-- What you should do --
What the task needs is the data below, written out verbatim.

-- Data to examine --
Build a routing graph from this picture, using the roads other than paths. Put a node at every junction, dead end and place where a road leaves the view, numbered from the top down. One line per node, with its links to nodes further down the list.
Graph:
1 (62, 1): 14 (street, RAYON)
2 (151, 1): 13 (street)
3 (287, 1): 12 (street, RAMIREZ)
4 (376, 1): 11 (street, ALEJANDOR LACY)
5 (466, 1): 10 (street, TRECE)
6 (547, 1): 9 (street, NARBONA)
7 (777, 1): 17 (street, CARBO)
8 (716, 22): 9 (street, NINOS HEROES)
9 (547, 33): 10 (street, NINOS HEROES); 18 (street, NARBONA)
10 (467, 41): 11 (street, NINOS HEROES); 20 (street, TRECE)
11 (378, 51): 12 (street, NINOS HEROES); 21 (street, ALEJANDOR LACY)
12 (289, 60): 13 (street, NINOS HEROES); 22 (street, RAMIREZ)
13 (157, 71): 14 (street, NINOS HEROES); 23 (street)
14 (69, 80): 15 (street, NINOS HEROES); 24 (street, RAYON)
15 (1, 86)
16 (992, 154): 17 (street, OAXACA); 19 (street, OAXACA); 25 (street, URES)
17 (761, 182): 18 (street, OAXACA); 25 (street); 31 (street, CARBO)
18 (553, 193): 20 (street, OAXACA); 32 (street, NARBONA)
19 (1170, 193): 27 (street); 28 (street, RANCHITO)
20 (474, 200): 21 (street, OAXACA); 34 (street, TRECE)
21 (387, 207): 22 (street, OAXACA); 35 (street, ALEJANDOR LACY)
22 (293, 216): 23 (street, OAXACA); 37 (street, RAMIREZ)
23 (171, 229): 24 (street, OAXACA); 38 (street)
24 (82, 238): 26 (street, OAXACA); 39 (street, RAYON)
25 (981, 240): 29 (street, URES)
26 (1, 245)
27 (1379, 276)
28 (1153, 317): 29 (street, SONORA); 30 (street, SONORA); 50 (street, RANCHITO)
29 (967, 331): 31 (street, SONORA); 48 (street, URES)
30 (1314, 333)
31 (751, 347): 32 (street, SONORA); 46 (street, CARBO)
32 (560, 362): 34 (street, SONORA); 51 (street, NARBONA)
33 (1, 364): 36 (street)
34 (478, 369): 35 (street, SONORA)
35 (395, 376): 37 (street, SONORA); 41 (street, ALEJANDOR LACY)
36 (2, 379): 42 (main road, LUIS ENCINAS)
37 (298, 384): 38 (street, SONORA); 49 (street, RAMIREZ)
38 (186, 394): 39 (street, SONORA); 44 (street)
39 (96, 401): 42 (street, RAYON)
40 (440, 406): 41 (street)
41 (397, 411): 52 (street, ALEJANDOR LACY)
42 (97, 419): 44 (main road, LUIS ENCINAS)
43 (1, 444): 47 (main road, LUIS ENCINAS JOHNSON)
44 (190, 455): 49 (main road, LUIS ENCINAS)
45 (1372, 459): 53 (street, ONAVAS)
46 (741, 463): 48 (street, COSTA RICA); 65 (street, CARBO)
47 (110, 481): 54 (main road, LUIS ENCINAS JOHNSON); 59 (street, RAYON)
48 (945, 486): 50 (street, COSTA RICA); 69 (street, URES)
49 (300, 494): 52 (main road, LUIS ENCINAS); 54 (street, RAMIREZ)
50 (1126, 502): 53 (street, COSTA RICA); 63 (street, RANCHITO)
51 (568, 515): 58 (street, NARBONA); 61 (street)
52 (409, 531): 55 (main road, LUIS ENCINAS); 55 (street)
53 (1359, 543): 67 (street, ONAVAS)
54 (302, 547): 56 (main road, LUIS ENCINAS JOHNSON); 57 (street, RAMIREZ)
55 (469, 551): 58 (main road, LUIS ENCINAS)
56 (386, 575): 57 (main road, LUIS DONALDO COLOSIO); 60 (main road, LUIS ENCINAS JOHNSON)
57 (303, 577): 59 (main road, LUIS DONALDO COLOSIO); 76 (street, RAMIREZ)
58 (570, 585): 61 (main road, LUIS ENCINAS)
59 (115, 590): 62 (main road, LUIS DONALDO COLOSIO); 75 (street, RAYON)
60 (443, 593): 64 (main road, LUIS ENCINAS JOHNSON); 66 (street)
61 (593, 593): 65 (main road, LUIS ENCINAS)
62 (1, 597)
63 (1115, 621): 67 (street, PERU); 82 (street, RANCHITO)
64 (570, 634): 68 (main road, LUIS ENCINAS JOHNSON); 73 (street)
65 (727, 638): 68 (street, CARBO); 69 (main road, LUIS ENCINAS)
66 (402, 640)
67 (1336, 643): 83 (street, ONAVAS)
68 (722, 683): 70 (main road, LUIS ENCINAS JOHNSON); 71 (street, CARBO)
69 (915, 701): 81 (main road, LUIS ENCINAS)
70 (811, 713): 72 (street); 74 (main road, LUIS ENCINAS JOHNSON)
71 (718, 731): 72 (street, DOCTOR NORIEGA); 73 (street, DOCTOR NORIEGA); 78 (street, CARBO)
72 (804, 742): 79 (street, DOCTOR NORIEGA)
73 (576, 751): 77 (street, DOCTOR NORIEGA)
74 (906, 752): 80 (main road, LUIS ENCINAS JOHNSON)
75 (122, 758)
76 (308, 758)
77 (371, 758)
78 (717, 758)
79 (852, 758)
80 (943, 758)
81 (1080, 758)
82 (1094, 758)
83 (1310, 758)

-- Output below --
Build a routing graph from this picture, using the roads other than paths. Put a node at every junction, dead end and place where a road leaves the view, numbered from the top down. One line per node, with its links to nodes further down the list.
Graph:
1 (62, 1): 14 (street, RAYON)
2 (151, 1): 13 (street)
3 (287, 1): 12 (street, RAMIREZ)
4 (376, 1): 11 (street, ALEJANDOR LACY)
5 (466, 1): 10 (street, TRECE)
6 (547, 1): 9 (street, NARBONA)
7 (777, 1): 17 (street, CARBO)
8 (716, 22): 9 (street, NINOS HEROES)
9 (547, 33): 10 (street, NINOS HEROES); 18 (street, NARBONA)
10 (467, 41): 11 (street, NINOS HEROES); 20 (street, TRECE)
11 (378, 51): 12 (street, NINOS HEROES); 21 (street, ALEJANDOR LACY)
12 (289, 60): 13 (street, NINOS HEROES); 22 (street, RAMIREZ)
13 (157, 71): 14 (street, NINOS HEROES); 23 (street)
14 (69, 80): 15 (street, NINOS HEROES); 24 (street, RAYON)
15 (1, 86)
16 (992, 154): 17 (street, OAXACA); 19 (street, OAXACA); 25 (street, URES)
17 (761, 182): 18 (street, OAXACA); 25 (street); 31 (street, CARBO)
18 (553, 193): 20 (street, OAXACA); 32 (street, NARBONA)
19 (1170, 193): 27 (street); 28 (street, RANCHITO)
20 (474, 200): 21 (street, OAXACA); 34 (street, TRECE)
21 (387, 207): 22 (street, OAXACA); 35 (street, ALEJANDOR LACY)
22 (293, 216): 23 (street, OAXACA); 37 (street, RAMIREZ)
23 (171, 229): 24 (street, OAXACA); 38 (street)
24 (82, 238): 26 (street, OAXACA); 39 (street, RAYON)
25 (981, 240): 29 (street, URES)
26 (1, 245)
27 (1379, 276)
28 (1153, 317): 29 (street, SONORA); 30 (street, SONORA); 50 (street, RANCHITO)
29 (967, 331): 31 (street, SONORA); 48 (street, URES)
30 (1314, 333)
31 (751, 347): 32 (street, SONORA); 46 (street, CARBO)
32 (560, 362): 34 (street, SONORA); 51 (street, NARBONA)
33 (1, 364): 36 (street)
34 (478, 369): 35 (street, SONORA)
35 (395, 376): 37 (street, SONORA); 41 (street, ALEJANDOR LACY)
36 (2, 379): 42 (main road, LUIS ENCINAS)
37 (298, 384): 38 (street, SONORA); 49 (street, RAMIREZ)
38 (186, 394): 39 (street, SONORA); 44 (street)
39 (96, 401): 42 (street, RAYON)
40 (440, 406): 41 (street)
41 (397, 411): 52 (street, ALEJANDOR LACY)
42 (97, 419): 44 (main road, LUIS ENCINAS)
43 (1, 444): 47 (main road, LUIS ENCINAS JOHNSON)
44 (190, 455): 49 (main road, LUIS ENCINAS)
45 (1372, 459): 53 (street, ONAVAS)
46 (741, 463): 48 (street, COSTA RICA); 65 (street, CARBO)
47 (110, 481): 54 (main road, LUIS ENCINAS JOHNSON); 59 (street, RAYON)
48 (945, 486): 50 (street, COSTA RICA); 69 (street, URES)
49 (300, 494): 52 (main road, LUIS ENCINAS); 54 (street, RAMIREZ)
50 (1126, 502): 53 (street, COSTA RICA); 63 (street, RANCHITO)
51 (568, 515): 58 (street, NARBONA); 61 (street)
52 (409, 531): 55 (main road, LUIS ENCINAS); 55 (street)
53 (1359, 543): 67 (street, ONAVAS)
54 (302, 547): 56 (main road, LUIS ENCINAS JOHNSON); 57 (street, RAMIREZ)
55 (469, 551): 58 (main road, LUIS ENCINAS)
56 (386, 575): 57 (main road, LUIS DONALDO COLOSIO); 60 (main road, LUIS ENCINAS JOHNSON)
57 (303, 577): 59 (main road, LUIS DONALDO COLOSIO); 76 (street, RAMIREZ)
58 (570, 585): 61 (main road, LUIS ENCINAS)
59 (115, 590): 62 (main road, LUIS DONALDO COLOSIO); 75 (street, RAYON)
60 (443, 593): 64 (main road, LUIS ENCINAS JOHNSON); 66 (street)
61 (593, 593): 65 (main road, LUIS ENCINAS)
62 (1, 597)
63 (1115, 621): 67 (street, PERU); 82 (street, RANCHITO)
64 (570, 634): 68 (main road, LUIS ENCINAS JOHNSON); 73 (street)
65 (727, 638): 68 (street, CARBO); 69 (main road, LUIS ENCINAS)
66 (402, 640)
67 (1336, 643): 83 (street, ONAVAS)
68 (722, 683): 70 (main road, LUIS ENCINAS JOHNSON); 71 (street, CARBO)
69 (915, 701): 81 (main road, LUIS ENCINAS)
70 (811, 713): 72 (street); 74 (main road, LUIS ENCINAS JOHNSON)
71 (718, 731): 72 (street, DOCTOR NORIEGA); 73 (street, DOCTOR NORIEGA); 78 (street, CARBO)
72 (804, 742): 79 (street, DOCTOR NORIEGA)
73 (576, 751): 77 (street, DOCTOR NORIEGA)
74 (906, 752): 80 (main road, LUIS ENCINAS JOHNSON)
75 (122, 758)
76 (308, 758)
77 (371, 758)
78 (717, 758)
79 (852, 758)
80 (943, 758)
81 (1080, 758)
82 (1094, 758)
83 (1310, 758)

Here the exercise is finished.